→ **Task prompt**
Scan the records below and copy every line that contains the string "highway".

::: Source material :::

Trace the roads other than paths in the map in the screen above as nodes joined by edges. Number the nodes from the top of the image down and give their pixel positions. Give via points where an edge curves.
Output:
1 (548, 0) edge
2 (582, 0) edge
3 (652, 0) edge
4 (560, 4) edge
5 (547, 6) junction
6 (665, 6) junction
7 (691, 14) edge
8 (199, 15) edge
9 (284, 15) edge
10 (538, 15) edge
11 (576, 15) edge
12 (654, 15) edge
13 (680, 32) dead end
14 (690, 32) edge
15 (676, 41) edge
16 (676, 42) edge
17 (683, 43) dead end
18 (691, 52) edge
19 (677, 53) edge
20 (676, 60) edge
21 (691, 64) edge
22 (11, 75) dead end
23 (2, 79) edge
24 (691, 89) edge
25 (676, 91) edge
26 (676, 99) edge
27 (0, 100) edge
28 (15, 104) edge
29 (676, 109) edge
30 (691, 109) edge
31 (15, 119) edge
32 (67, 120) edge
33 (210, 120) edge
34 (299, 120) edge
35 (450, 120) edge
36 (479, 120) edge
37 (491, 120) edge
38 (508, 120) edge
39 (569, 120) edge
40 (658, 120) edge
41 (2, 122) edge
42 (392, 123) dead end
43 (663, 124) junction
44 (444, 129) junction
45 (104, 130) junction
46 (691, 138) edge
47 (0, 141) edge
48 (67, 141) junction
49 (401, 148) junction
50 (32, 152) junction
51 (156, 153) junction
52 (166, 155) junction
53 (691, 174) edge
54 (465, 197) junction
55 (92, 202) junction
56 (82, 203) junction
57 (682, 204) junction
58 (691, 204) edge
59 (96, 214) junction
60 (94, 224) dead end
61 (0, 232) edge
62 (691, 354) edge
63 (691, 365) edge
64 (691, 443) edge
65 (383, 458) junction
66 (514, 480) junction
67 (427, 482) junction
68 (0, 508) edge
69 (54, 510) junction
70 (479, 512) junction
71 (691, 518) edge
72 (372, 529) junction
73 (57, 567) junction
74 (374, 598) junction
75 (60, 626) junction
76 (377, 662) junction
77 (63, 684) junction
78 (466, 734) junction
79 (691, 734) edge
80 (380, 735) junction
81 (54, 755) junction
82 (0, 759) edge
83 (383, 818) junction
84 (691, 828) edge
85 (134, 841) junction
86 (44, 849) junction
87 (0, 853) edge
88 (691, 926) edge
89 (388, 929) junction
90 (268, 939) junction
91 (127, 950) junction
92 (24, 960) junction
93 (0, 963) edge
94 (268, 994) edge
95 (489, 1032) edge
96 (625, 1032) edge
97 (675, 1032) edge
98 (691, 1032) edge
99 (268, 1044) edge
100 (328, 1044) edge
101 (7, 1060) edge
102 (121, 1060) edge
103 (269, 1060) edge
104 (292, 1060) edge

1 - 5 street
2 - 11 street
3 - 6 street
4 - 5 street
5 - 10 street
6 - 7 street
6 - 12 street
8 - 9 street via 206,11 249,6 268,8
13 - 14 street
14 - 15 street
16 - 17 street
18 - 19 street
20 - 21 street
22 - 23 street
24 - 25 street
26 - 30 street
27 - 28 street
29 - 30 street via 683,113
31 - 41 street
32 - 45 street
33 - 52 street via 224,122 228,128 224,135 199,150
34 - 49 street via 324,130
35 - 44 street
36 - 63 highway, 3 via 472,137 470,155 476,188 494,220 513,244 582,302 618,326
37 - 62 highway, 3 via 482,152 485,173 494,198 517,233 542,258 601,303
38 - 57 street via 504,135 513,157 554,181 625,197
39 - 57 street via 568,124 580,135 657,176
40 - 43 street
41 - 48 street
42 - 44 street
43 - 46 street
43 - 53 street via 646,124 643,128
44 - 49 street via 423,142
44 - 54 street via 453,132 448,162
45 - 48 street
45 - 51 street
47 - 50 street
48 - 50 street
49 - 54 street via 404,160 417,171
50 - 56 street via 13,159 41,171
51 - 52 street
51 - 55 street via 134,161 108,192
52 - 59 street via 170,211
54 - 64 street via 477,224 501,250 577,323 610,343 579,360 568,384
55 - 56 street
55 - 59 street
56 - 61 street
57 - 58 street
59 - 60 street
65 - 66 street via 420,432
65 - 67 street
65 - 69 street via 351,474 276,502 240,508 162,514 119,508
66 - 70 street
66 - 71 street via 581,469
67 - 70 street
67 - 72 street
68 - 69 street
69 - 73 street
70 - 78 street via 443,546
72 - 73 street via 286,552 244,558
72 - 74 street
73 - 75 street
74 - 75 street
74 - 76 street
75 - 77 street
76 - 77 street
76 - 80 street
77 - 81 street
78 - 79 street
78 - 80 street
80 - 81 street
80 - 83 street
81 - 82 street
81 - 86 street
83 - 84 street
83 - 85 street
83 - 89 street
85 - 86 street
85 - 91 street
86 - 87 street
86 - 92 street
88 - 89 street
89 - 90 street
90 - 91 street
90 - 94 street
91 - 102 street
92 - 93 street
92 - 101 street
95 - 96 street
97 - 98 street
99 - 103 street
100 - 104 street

:::

→ **Answer for this exercise**
36 - 63 highway, 3 via 472,137 470,155 476,188 494,220 513,244 582,302 618,326
37 - 62 highway, 3 via 482,152 485,173 494,198 517,233 542,258 601,303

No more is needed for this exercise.